PolterabendMost weddings in the United States are pretty predictable affairs, with a few traditions that seem to crop up at almost every ceremony. There’s the unity candle, the exchange of rings, the recitation of vows, perhaps a reading from Corinthians 13, and then the couple exchange their first kiss. There are some truly unique (and some quite unpleasant) wedding traditions around the world, however, that go a little stranger than just lighting a candle together. Which of these wild traditions will you add to your wedding day?

Germany: Polterabend

To celebrate the wedding, drive away evil spirits end assure a harmonious marriage, guests to some German weddings bring the couple new dishes as a wedding gift. But the crockery and cookware isn’t to fit out the new couple’s kitchen: the dishes are smashed, beaten, and stomped to bits. The sound is supposed to drive away evil spirits, and perhaps it serves to get any dish-smashing violence out of the new couple’s system before they begin their life together.

Sweden: Kissing Feast

Most wedding-goers are familiar with the tradition of clinking glassware at the reception to compel the new couple to kiss. But in some parts of Sweden, the wedding couple doesn’t get to have all the fun. Whenever the bride or groom leaves the table, the one left seated gets rushed and kissed until his or her spouse returns.
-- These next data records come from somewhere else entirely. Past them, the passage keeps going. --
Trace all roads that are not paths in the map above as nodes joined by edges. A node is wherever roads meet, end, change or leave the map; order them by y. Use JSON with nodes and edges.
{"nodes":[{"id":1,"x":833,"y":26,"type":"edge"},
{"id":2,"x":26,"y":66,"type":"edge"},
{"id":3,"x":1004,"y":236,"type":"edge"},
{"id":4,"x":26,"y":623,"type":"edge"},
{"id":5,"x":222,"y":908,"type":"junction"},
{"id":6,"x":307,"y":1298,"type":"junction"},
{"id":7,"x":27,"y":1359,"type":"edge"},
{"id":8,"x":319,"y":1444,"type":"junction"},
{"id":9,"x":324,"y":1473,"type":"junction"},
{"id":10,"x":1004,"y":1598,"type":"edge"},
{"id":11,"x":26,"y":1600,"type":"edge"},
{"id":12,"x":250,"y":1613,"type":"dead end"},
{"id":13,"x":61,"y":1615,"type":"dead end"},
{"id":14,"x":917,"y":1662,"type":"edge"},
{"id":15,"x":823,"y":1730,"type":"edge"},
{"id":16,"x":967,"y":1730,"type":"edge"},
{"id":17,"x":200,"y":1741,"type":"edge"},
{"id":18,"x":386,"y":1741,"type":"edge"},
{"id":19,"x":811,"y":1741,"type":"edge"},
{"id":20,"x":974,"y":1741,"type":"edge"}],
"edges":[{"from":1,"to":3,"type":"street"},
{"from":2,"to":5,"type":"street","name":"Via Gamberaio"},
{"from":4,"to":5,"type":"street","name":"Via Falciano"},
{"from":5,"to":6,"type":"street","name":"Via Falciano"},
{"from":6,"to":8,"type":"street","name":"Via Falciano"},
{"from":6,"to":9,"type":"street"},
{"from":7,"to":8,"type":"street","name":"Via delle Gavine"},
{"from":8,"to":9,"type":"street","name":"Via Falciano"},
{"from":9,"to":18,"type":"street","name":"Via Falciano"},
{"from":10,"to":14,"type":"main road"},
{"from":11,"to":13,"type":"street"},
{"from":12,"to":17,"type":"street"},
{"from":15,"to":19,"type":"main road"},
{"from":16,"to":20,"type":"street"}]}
It’s a tradition that could lead to a lively reception, but potentially a very short marriage.

Scotland, China, Kenya: Bride Abuse

In the U.S., the bride is treated like a queen in the lead-up to her wedding day. Her every need is catered to, and her bridal party takes great pains to shield her from any additional stress before and during the ceremony.  Not so in Scotland, where the tradition of “blackening the bride” is supposed to toughen up the bride against possible adversity in married life. The bride is doused with all manner of disgusting stuff: tar, spoiled milk, rotten fish, mud, and flour. What could married life offer that could be worse?

In China, the groom doesn’t dump gross-smelling stuff on his bride; he just picks up a bow and shoots her with three arrows (the arrows don’t have heads, so they at most leave a bruise rather than a mortal wound). He then breaks the arrows as a symbol of his eternal love for his new bride. There’s no word on why he couldn’t just break the arrows without shooting them first.

Among the Masai tribe in Kenya, it’s not the groom visiting indignities on the bride: it’s the bride’s father. He “blesses” his daughter’s new marriage by spitting on her head and her breasts. She then must leave the village with her new husband without looking back, lest she be turned to stone.

India: Marrying a Tree

Women in India who are born under certain unfortunate astrological conditions are called “Mangliks.” Legend has it that the first person a Manglik marries will die an early death. To get around the curse, Mangliks will have a wedding ceremony in which they marry an inanimate object, most commonly a tree. The tree takes on the Manglik curse, freeing the woman to marry her groom without sending him to the cemetery.

Indonesia: No Bathroom Breaks for Three Days

After the wedding in Indonesia, it is traditional for the couple to go three days and nights without–well, to put it delicately, without moving their bowels. The couple is supervised by friends and family to make sure they don’t break the rule and only allowed a little bit of food and water to make sure things stay where they are. The ordeal is supposed to lead to a happy marriage full of healthy babies, but we’re willing to bet you’ll take your chances without three days of constipation.